Moleculaire diagnostiek

Eens de diagnose van longadenocarcinoma is gesteld, gaan we op zoek naar moleculaire alteraties in de tumor waar een doelgerichte therapie (targeted therapy) voor bestaat. Hiervoor worden verschillende complementaire technieken ingezet.  

1. Met immunohistochemie screenen we naar ALK-, ROS1- en NTRK-fusies. Hierbij worden weefseldoorsnedes van de tumor aangekleurd met specifieke antilichamen.  

Deze bepalingen hebben het voordeel snel uitvoerbaar en zeer sensitief te zijn en kunnen op een beperkte hoeveelheid weefsel worden uitgevoerd (een vijftigtal tumorcellen volstaan). Of een patiënt in aanmerking komt voor immunotherapie, kijkt de patholoog na met immunohistochemie voor PDL1.

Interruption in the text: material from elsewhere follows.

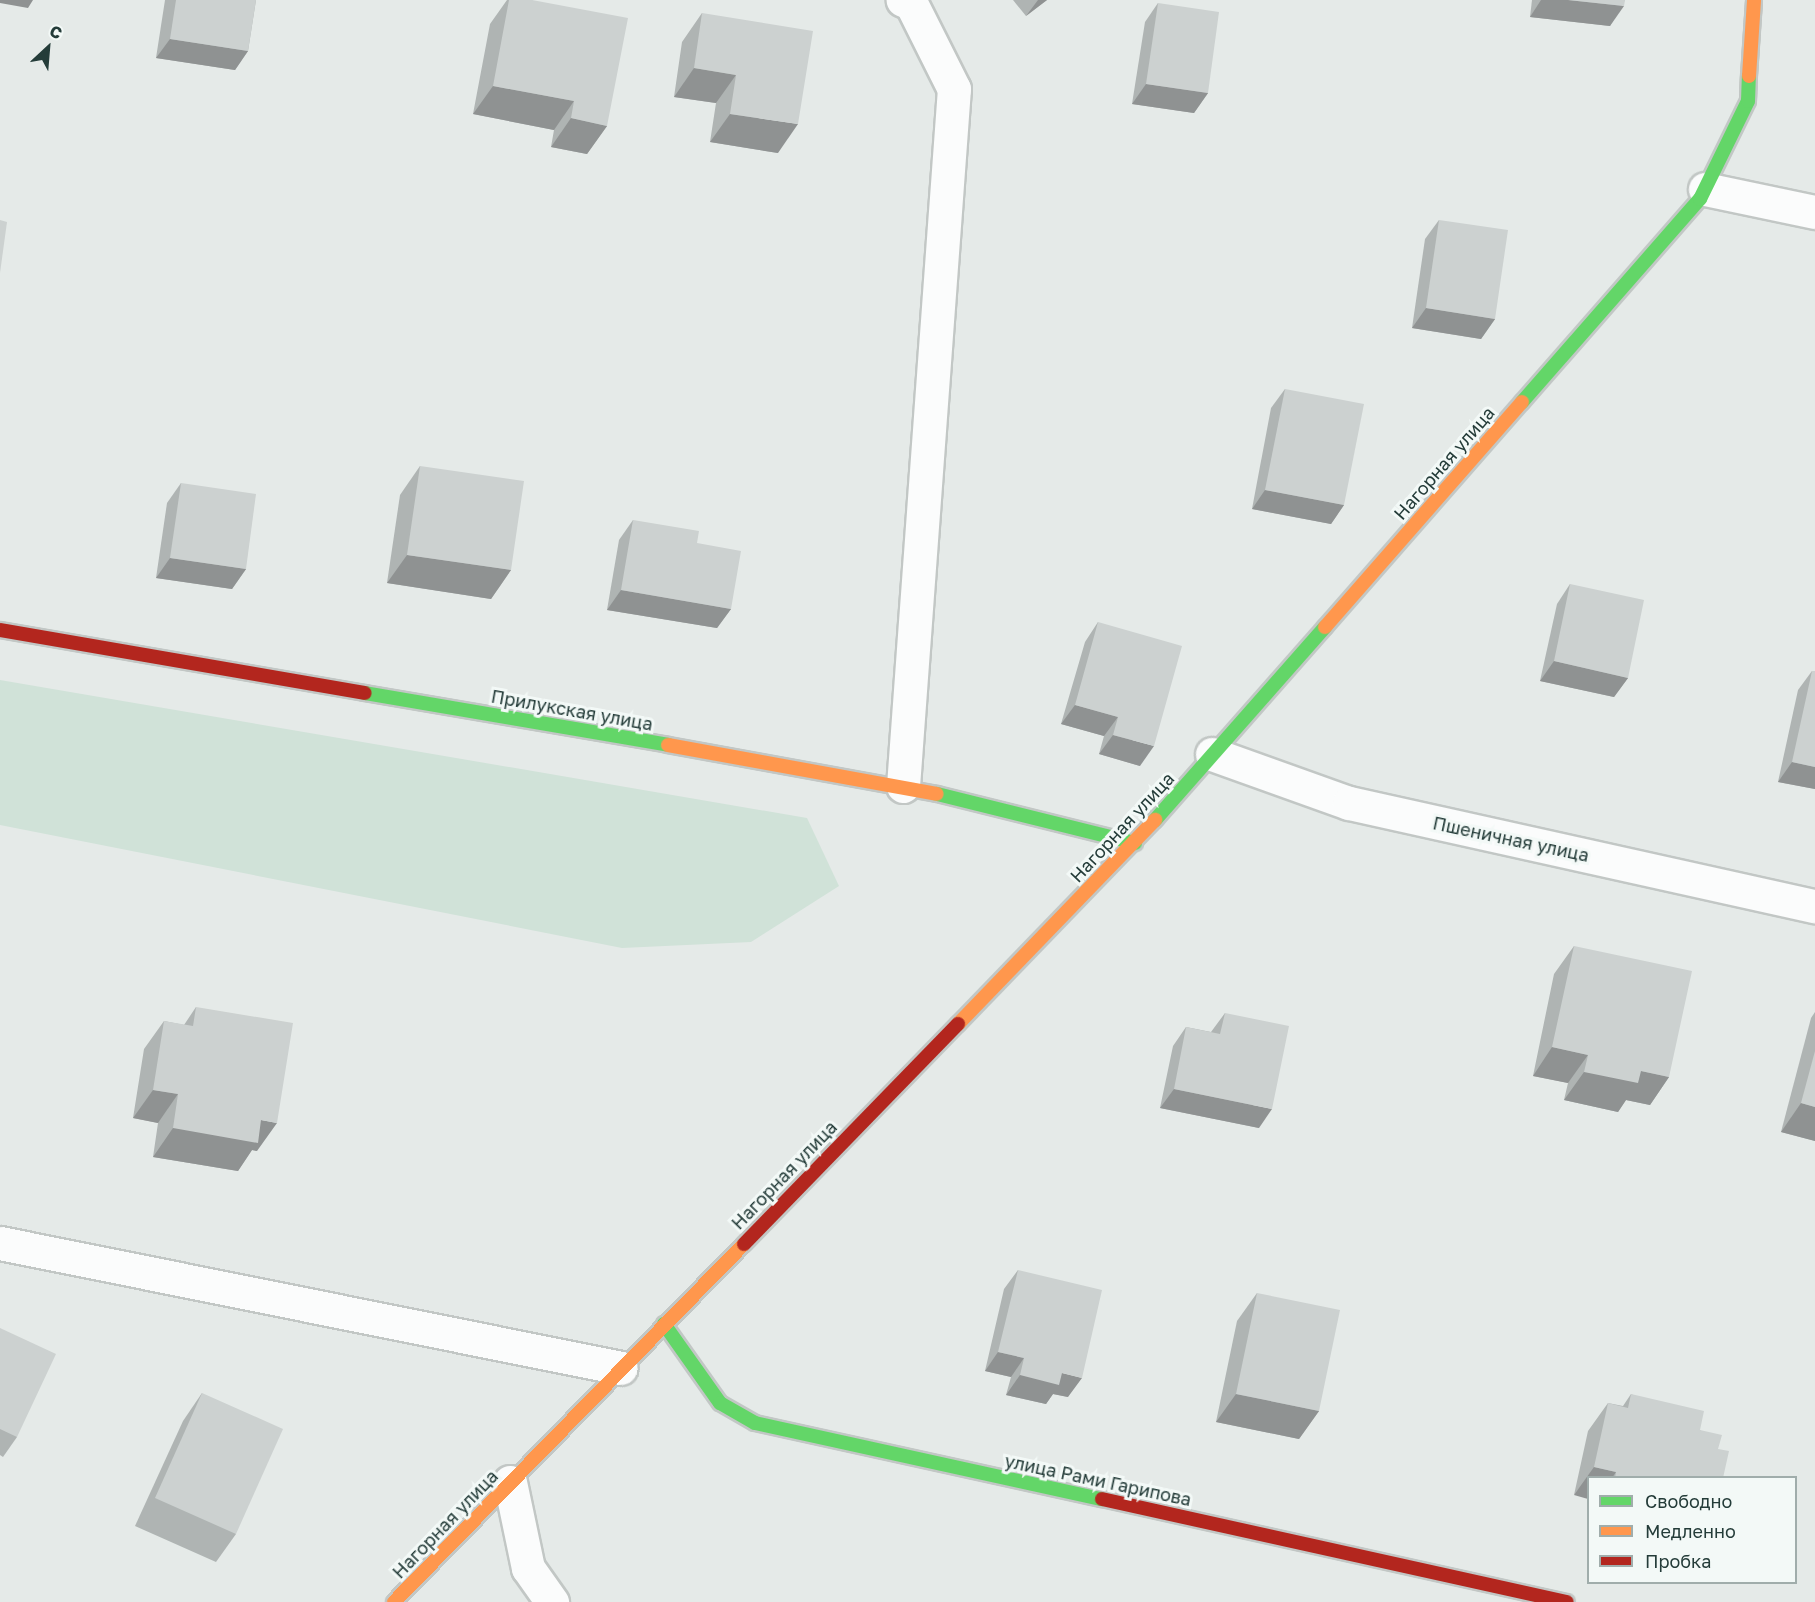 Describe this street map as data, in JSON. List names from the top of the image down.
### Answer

2.Bij vermoeden van een ALK- of ROS1-fusie op immunohistochemie wordt een fluorescentie in situ hybridisatie (FISH) onderzoek uitgevoerd ter confirmatie. Hierbij wordt het ALK- of ROS1-gen met 2 fluorescente probes (1 rode en 1 groene probe) gelabeld en kijken we na of er een splitsing van de 2 signalen is, wa overeenstemt met een genherschikking in het kader van een fusie. 

links zien we 2 tumorkernen met telkens 2 gele signalen. Doordat het groene en het rode label van het ALK-gen zeer dicht bijeen liggen, nemen we dit waar als een geel signaal. Er is dus geen herschikking in het ALK-gen. 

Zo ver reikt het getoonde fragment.